What you should do: Repeat every entry word for word. Images do not belong in the copy.

Provided information:
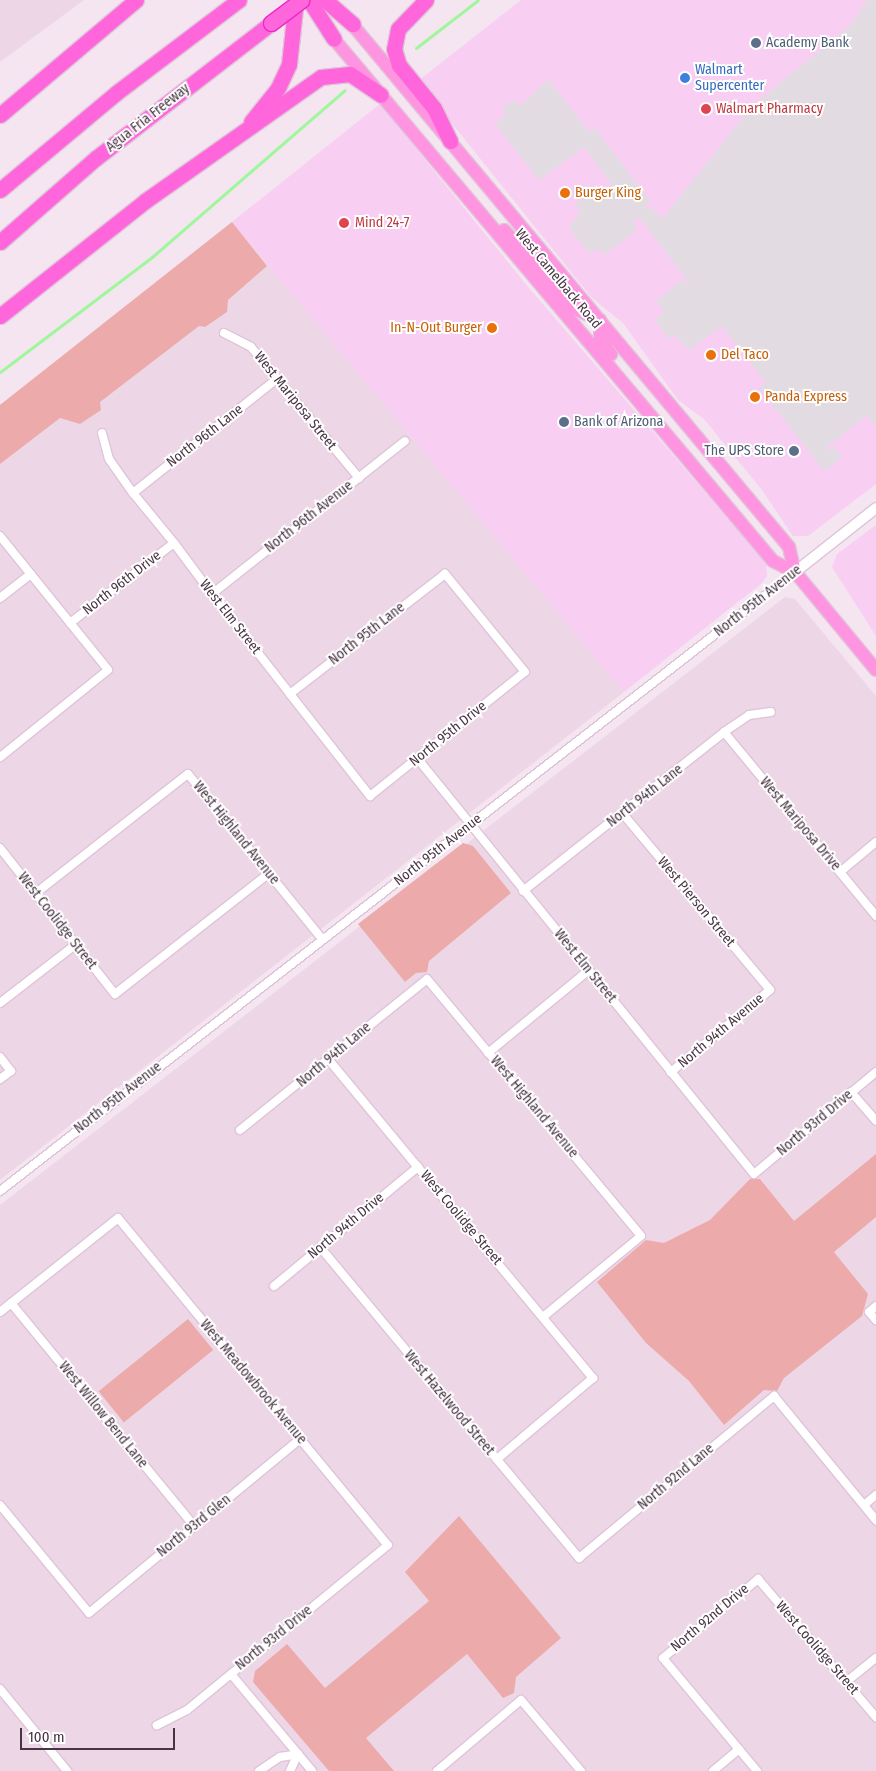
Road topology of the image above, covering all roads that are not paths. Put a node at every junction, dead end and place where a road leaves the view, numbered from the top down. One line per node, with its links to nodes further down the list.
1 (136, 0): 12 (highway)
2 (239, 0): 15 (highway)
3 (296, 0): 13 (highway)
4 (301, 0): 10 (main road, West Camelback Road); 17 (highway, Agua Fria Freeway, bridge)
5 (309, 0): 10 (highway)
6 (325, 0): 9 (highway)
7 (332, 0): 9 (main road, West Camelback Road)
8 (426, 0): 14 (highway)
9 (352, 24): 14 (main road, West Camelback Road)
10 (334, 39): 11 (main road, West Camelback Road)
11 (381, 95): 13 (highway); 16 (main road, West Camelback Road)
12 (0, 115)
13 (245, 129): 18 (highway)
14 (450, 141): 19 (main road, West Camelback Road)
15 (0, 190)
16 (482, 213): 19 (main road); 22 (main road, West Camelback Road)
17 (0, 242)
18 (0, 316)
19 (600, 320): 22 (main road); 30 (main road, West Camelback Road)
20 (224, 333): 21 (street, West Mariposa Street)
21 (277, 379): 25 (street, West Mariposa Street); 26 (street, North 96th Lane)
22 (646, 410): 30 (main road, West Camelback Road)
23 (102, 433): 26 (street, West Elm Street)
24 (405, 441): 25 (street, North 96th Avenue)
25 (359, 478): 32 (street, North 96th Avenue)
26 (133, 493): 29 (street, West Elm Street)
27 (876, 508): 30 (street, North 95th Avenue)
28 (0, 536): 31 (street)
29 (174, 543): 32 (street, West Elm Street); 34 (street, North 96th Drive)
30 (795, 572): 35 (main road, West Camelback Road); 44 (street, North 95th Avenue)
31 (31, 574): 33 (street); 34 (street)
32 (212, 594): 37 (street, West Elm Street)
33 (0, 598)
34 (70, 623): 40 (street)
35 (876, 670)
36 (525, 672): 37 (street, North 95th Lane); 41 (street, North 95th Drive)
37 (290, 694): 42 (street, West Elm Street)
38 (772, 712): 39 (street, North 94th Lane)
39 (724, 732): 43 (street, North 94th Lane); 47 (street, West Mariposa Drive)
40 (0, 758)
41 (417, 758): 42 (street, North 95th Drive); 44 (street, West Elm Street)
42 (370, 796)
43 (622, 814): 49 (street, North 94th Lane); 56 (street, West Pierson Street)
44 (470, 826): 49 (street, West Elm Street); 52 (street, North 95th Avenue)
45 (876, 842): 47 (street)
46 (0, 848): 50 (street, West Coolidge Street)
47 (840, 872): 51 (street, West Mariposa Drive)
48 (268, 874): 50 (street, West Highland Avenue); 52 (street, West Highland Avenue); 53 (street, West Coolidge Street)
49 (523, 891): 54 (street, West Elm Street)
50 (36, 893): 53 (street, West Coolidge Street)
51 (876, 916)
52 (322, 939): 69 (street, North 95th Avenue)
53 (75, 945): 57 (street)
54 (588, 971): 58 (street); 61 (street, West Elm Street)
55 (426, 979): 58 (street, West Highland Avenue); 60 (street, North 94th Lane)
56 (770, 990): 61 (street, North 94th Avenue)
57 (0, 1003)
58 (488, 1053): 75 (street, West Highland Avenue)
59 (0, 1057): 63 (street)
60 (328, 1059): 66 (street, North 94th Lane); 67 (street, West Coolidge Street)
61 (671, 1072): 68 (street, West Elm Street)
62 (876, 1072): 64 (street, North 93rd Drive)
63 (0, 1079)
64 (851, 1092): 65 (street); 68 (street, North 93rd Drive)
65 (876, 1122)
66 (240, 1130)
67 (418, 1167): 70 (street, North 94th Drive); 75 (street, West Coolidge Street)
68 (754, 1174)
69 (0, 1191)
70 (320, 1247): 71 (street, North 94th Drive); 78 (street, West Hazelwood Street)
71 (274, 1286)
72 (11, 1303): 74 (street); 77 (street, West Meadowbrook Avenue); 83 (street, West Willow Bend Lane)
73 (876, 1306): 76 (street)
74 (0, 1312)
75 (543, 1317): 78 (street, West Coolidge Street)
76 (876, 1320)
77 (300, 1439): 83 (street, North 93rd Glen); 84 (street, West Meadowbrook Avenue)
78 (497, 1459): 85 (street, West Hazelwood Street)
79 (876, 1495): 81 (street)
80 (0, 1505): 83 (street, North 93rd Glen)
81 (864, 1505): 82 (street); 85 (street, North 92nd Lane)
82 (876, 1520)
83 (194, 1526)
84 (388, 1545): 88 (street, North 93rd Drive)
85 (579, 1558)
86 (758, 1579): 89 (street, West Coolidge Street); 93 (street, North 92nd Drive)
87 (876, 1658): 89 (street)
88 (231, 1674): 92 (street, North 93rd Drive); 94 (street)
89 (846, 1682): 91 (street, West Coolidge Street)
90 (0, 1689): 95 (street)
91 (876, 1717)
92 (157, 1725)
93 (739, 1749): 101 (street); 102 (street)
94 (298, 1754): 96 (street); 97 (street); 98 (street)
95 (67, 1771)
96 (259, 1771)
97 (290, 1771)
98 (312, 1771)
99 (437, 1771): 100 (street)
100 (581, 1771)
101 (713, 1771)
102 (757, 1771)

Solution to this exercise:
Road topology of the image above, covering all roads that are not paths. Put a node at every junction, dead end and place where a road leaves the view, numbered from the top down. One line per node, with its links to nodes further down the list.
1 (136, 0): 12 (highway)
2 (239, 0): 15 (highway)
3 (296, 0): 13 (highway)
4 (301, 0): 10 (main road, West Camelback Road); 17 (highway, Agua Fria Freeway, bridge)
5 (309, 0): 10 (highway)
6 (325, 0): 9 (highway)
7 (332, 0): 9 (main road, West Camelback Road)
8 (426, 0): 14 (highway)
9 (352, 24): 14 (main road, West Camelback Road)
10 (334, 39): 11 (main road, West Camelback Road)
11 (381, 95): 13 (highway); 16 (main road, West Camelback Road)
12 (0, 115)
13 (245, 129): 18 (highway)
14 (450, 141): 19 (main road, West Camelback Road)
15 (0, 190)
16 (482, 213): 19 (main road); 22 (main road, West Camelback Road)
17 (0, 242)
18 (0, 316)
19 (600, 320): 22 (main road); 30 (main road, West Camelback Road)
20 (224, 333): 21 (street, West Mariposa Street)
21 (277, 379): 25 (street, West Mariposa Street); 26 (street, North 96th Lane)
22 (646, 410): 30 (main road, West Camelback Road)
23 (102, 433): 26 (street, West Elm Street)
24 (405, 441): 25 (street, North 96th Avenue)
25 (359, 478): 32 (street, North 96th Avenue)
26 (133, 493): 29 (street, West Elm Street)
27 (876, 508): 30 (street, North 95th Avenue)
28 (0, 536): 31 (street)
29 (174, 543): 32 (street, West Elm Street); 34 (street, North 96th Drive)
30 (795, 572): 35 (main road, West Camelback Road); 44 (street, North 95th Avenue)
31 (31, 574): 33 (street); 34 (street)
32 (212, 594): 37 (street, West Elm Street)
33 (0, 598)
34 (70, 623): 40 (street)
35 (876, 670)
36 (525, 672): 37 (street, North 95th Lane); 41 (street, North 95th Drive)
37 (290, 694): 42 (street, West Elm Street)
38 (772, 712): 39 (street, North 94th Lane)
39 (724, 732): 43 (street, North 94th Lane); 47 (street, West Mariposa Drive)
40 (0, 758)
41 (417, 758): 42 (street, North 95th Drive); 44 (street, West Elm Street)
42 (370, 796)
43 (622, 814): 49 (street, North 94th Lane); 56 (street, West Pierson Street)
44 (470, 826): 49 (street, West Elm Street); 52 (street, North 95th Avenue)
45 (876, 842): 47 (street)
46 (0, 848): 50 (street, West Coolidge Street)
47 (840, 872): 51 (street, West Mariposa Drive)
48 (268, 874): 50 (street, West Highland Avenue); 52 (street, West Highland Avenue); 53 (street, West Coolidge Street)
49 (523, 891): 54 (street, West Elm Street)
50 (36, 893): 53 (street, West Coolidge Street)
51 (876, 916)
52 (322, 939): 69 (street, North 95th Avenue)
53 (75, 945): 57 (street)
54 (588, 971): 58 (street); 61 (street, West Elm Street)
55 (426, 979): 58 (street, West Highland Avenue); 60 (street, North 94th Lane)
56 (770, 990): 61 (street, North 94th Avenue)
57 (0, 1003)
58 (488, 1053): 75 (street, West Highland Avenue)
59 (0, 1057): 63 (street)
60 (328, 1059): 66 (street, North 94th Lane); 67 (street, West Coolidge Street)
61 (671, 1072): 68 (street, West Elm Street)
62 (876, 1072): 64 (street, North 93rd Drive)
63 (0, 1079)
64 (851, 1092): 65 (street); 68 (street, North 93rd Drive)
65 (876, 1122)
66 (240, 1130)
67 (418, 1167): 70 (street, North 94th Drive); 75 (street, West Coolidge Street)
68 (754, 1174)
69 (0, 1191)
70 (320, 1247): 71 (street, North 94th Drive); 78 (street, West Hazelwood Street)
71 (274, 1286)
72 (11, 1303): 74 (street); 77 (street, West Meadowbrook Avenue); 83 (street, West Willow Bend Lane)
73 (876, 1306): 76 (street)
74 (0, 1312)
75 (543, 1317): 78 (street, West Coolidge Street)
76 (876, 1320)
77 (300, 1439): 83 (street, North 93rd Glen); 84 (street, West Meadowbrook Avenue)
78 (497, 1459): 85 (street, West Hazelwood Street)
79 (876, 1495): 81 (street)
80 (0, 1505): 83 (street, North 93rd Glen)
81 (864, 1505): 82 (street); 85 (street, North 92nd Lane)
82 (876, 1520)
83 (194, 1526)
84 (388, 1545): 88 (street, North 93rd Drive)
85 (579, 1558)
86 (758, 1579): 89 (street, West Coolidge Street); 93 (street, North 92nd Drive)
87 (876, 1658): 89 (street)
88 (231, 1674): 92 (street, North 93rd Drive); 94 (street)
89 (846, 1682): 91 (street, West Coolidge Street)
90 (0, 1689): 95 (street)
91 (876, 1717)
92 (157, 1725)
93 (739, 1749): 101 (street); 102 (street)
94 (298, 1754): 96 (street); 97 (street); 98 (street)
95 (67, 1771)
96 (259, 1771)
97 (290, 1771)
98 (312, 1771)
99 (437, 1771): 100 (street)
100 (581, 1771)
101 (713, 1771)
102 (757, 1771)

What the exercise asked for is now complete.